Cento anni fa, Albert Camus
par UAAR - A ragion veduta
giovedì 7 novembre 2013
Esattamente cento anni fa, il 7 novembre 1913, nasceva ad Algeri Albert Camus: filosofo, romanziere, drammaturgo, giornalista, nonché premio Nobel per la letteratura nel 1957 (tre anni prima della sua prematura scomparsa), con la sua multiforme opera è stato in grado di descrivere e comprendere la tragicità di una delle epoche più tumultuose della storia contemporanea, quella che va dall’ascesa dei totalitarismi al secondo dopoguerra e al concomitante inizio della guerra fredda. Non solo: le sue riflessioni filosofiche, magistralmente espresse in immagini letterarie, hanno una valenza universale e atemporale capace di oltrepassare i meri confini della contingenza storica, riuscendo a descrivere la condizione umana nel suo nucleo più essenziale.
In un tentativo di estrema sintesi dell’opera camusiana è possibile affermare che in essa si avvicendano essenzialmente due personaggi: l’uomo e il mondo. Dietro di loro, come uno sfondo oscuro e intangibile, l’assenza di Dio. Partito dalla descrizione del fragile equilibrio mediterraneo fra i due personaggi succitati (Nozze, L’Estate), Camus rappresenta ne Lo Straniero la graduale presa di coscienza dell’uomo nei confronti di un mondo ai suoi occhi sempre meno antropomorfico, sempre più inospitale e insensato. Vano è il tentativo di ricostituire in unità il mondo, così come descritto ne Il Mito di Sisifo: la domanda di senso dell’uomo è destinata a rimanere irrisolta, non perché egli non abbia cercato abbastanza a fondo, bensì perché in verità non c’è nulla da cercare, essendo il mondo assoluta indifferenza e cieca irragionevolezza.

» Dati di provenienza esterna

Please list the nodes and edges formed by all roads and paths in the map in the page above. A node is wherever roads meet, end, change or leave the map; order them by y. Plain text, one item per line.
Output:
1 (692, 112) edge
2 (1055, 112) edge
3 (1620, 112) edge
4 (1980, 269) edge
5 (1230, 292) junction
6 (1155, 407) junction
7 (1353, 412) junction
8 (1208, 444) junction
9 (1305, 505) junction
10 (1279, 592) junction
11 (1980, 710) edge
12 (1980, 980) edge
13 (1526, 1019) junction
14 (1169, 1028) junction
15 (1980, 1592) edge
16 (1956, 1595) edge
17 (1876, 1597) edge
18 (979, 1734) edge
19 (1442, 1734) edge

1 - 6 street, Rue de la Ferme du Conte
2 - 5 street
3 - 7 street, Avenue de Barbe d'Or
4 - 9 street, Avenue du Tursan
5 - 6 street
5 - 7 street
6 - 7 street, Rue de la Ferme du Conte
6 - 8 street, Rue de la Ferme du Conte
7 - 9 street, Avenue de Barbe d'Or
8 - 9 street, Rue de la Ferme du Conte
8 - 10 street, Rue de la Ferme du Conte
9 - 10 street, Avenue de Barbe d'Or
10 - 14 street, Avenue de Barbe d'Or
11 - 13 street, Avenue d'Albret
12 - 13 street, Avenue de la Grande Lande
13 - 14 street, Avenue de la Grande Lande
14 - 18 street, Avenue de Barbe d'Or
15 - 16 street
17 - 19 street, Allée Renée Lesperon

L’assurdo si definisce allora come il divorzio inconciliabile tra l’uomo che domanda e il mondo che non (può) risponde(re): lo sforzo interminabile di Sisifo, il quale per punizione divina solleva un macigno destinato a ricadere in eterno, è proprio metafora di questa irrisolvibile condizione assurda. Ma agli occhi di Camus questa condizione non rappresenta un punto di arrivo, come fu per gli esistenzialisti à la Sartre, bensì soltanto di partenza: Sisifo deve divenire Prometeo, sostituendo alla eroica ma sterile lucidità del primo una lucidità diversa, volta alla trasformazione concreta della vita degli uomini, hic et nunc, al di là di qualsiasi prospettiva fideistica, teleologica o utopistica, sia essa religiosa o politica.
Di fronte alla scelta tra Dio e la Storia, tra la croce e la spada, tra l’illusione della trascendenza religiosa e la miseria del materialismo storicista, L’Uomo in rivolta prospetta una terza via: il pensiero meridiano, di cui la nozione di misura è il perno fondamentale. A tal riguardo il romanzo La Peste è una perfetta rappresentazione del significato della rivolta camusiana: lotta estenuante e senza speranza contro un male metafisicamente inestirpabile, in un mondo che non risponde in alcun modo alle esigenze dell’uomo e in cui non v’è alcuna traccia di Dio.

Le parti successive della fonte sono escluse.